Introduction

The Babel Sentiment Project uses a simple 3-label codebook with the classical negative, neutral, and positive labels, corresponding to the information available at poltextlab/EngEmBERT3 models HuggingFace model card.

The model was prepared to make predictions on sentence-level data, meaning you should provide input that is segmented into sentences in order to achieve optimal performance. The Sentiment Babel Machine currently uses a pooled model, that was trained on data in the following languages: Coverage %, Czech, English, French, German, Hungarian and Italian, but we encourage you to also submit datasets not covered under this list, as results may be useful for additional languages due to the nature of large language models.

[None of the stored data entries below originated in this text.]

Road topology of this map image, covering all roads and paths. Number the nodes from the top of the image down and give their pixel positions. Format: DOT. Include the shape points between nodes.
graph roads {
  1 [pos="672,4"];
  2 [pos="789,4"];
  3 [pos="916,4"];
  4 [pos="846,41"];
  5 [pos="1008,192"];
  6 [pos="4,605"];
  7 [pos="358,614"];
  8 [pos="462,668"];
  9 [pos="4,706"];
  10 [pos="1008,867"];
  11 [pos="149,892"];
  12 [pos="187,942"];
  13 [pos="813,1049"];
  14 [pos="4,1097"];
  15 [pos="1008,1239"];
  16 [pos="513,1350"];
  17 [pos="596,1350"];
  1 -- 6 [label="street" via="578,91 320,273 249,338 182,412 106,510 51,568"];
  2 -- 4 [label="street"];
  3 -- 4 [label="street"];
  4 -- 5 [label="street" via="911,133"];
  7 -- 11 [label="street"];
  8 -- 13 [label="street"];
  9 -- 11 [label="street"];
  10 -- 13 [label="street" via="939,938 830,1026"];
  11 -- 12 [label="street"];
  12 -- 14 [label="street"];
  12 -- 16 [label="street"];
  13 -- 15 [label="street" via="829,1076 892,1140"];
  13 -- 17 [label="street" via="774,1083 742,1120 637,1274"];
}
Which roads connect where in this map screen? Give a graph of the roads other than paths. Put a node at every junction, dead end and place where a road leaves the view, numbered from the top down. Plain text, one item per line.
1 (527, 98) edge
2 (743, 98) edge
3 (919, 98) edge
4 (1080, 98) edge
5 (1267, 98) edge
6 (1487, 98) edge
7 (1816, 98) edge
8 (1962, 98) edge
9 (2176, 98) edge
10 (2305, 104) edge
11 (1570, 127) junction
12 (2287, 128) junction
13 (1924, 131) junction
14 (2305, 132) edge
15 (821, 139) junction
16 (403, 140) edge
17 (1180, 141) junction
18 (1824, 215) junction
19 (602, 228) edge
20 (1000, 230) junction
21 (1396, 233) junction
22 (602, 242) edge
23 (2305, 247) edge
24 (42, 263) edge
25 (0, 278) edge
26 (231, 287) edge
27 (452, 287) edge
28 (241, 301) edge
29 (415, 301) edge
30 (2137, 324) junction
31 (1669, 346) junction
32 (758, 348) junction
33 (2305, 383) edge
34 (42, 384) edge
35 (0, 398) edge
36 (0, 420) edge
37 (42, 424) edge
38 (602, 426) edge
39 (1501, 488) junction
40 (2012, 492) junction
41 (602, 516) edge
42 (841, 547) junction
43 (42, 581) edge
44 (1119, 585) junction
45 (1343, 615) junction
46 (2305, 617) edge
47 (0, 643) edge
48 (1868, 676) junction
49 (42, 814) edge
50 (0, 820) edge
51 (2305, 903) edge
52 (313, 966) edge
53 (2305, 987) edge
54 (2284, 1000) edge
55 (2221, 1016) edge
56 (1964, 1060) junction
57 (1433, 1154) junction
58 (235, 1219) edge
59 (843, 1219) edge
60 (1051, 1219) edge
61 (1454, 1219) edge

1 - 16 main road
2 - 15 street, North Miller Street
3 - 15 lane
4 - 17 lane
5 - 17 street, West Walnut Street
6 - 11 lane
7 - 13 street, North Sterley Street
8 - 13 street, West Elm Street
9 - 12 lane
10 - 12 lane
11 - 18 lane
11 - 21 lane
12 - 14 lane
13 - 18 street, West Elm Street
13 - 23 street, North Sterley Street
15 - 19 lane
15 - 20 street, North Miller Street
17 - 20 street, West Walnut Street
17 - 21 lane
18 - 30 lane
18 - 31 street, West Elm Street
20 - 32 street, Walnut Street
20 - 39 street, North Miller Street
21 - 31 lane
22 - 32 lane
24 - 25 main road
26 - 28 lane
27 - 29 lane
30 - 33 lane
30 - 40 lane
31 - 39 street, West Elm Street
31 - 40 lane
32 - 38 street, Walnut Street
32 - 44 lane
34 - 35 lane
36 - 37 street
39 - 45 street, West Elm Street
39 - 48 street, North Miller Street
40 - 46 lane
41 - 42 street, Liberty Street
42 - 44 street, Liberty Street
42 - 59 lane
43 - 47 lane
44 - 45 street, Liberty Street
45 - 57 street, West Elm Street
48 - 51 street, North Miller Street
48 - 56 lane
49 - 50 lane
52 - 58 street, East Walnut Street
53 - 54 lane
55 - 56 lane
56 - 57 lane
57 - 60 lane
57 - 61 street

You can upload your datasets here for automated sentiment coding. If you wish to submit multiple datasets one after another, please wait 5-10 minutes between each of your submissions. There are two possibilities for upload: pre-coded datasets or non-coded datasets. The explanation of the form and the dataset requirement is available here.

The upload requires you to fill the following form on metadata regarding the dataset. Please upload your dataset, and in case of a pre-coded dataset, if available, please attach the codebook used beside the dataset.

The non-coded datasets should contain an id and a text column. The column names must be in row 1. You are free to add supplementary variables to the dataset beyond the compulsory ones in the columns following them.

Pre-coded datasets must contain the following columns: id, text, label. The column names must be in row 1. Uploading a pre-coded sample is optional, but it can help us with calculating performance metrics and fine-tuning the language model behind MANIFESTO Babel Machine. The detailed rules of validations are available here. The mandatory data format of label is numeric(integer), based on the following:

  • 0: Negative
  • 1: No sentiment or Neutral sentiment
  • 2: Positive
You are free to add supplementary variables to the dataset beyond the compulsory ones in the columns following them. Automatic processing requires to follow these rules.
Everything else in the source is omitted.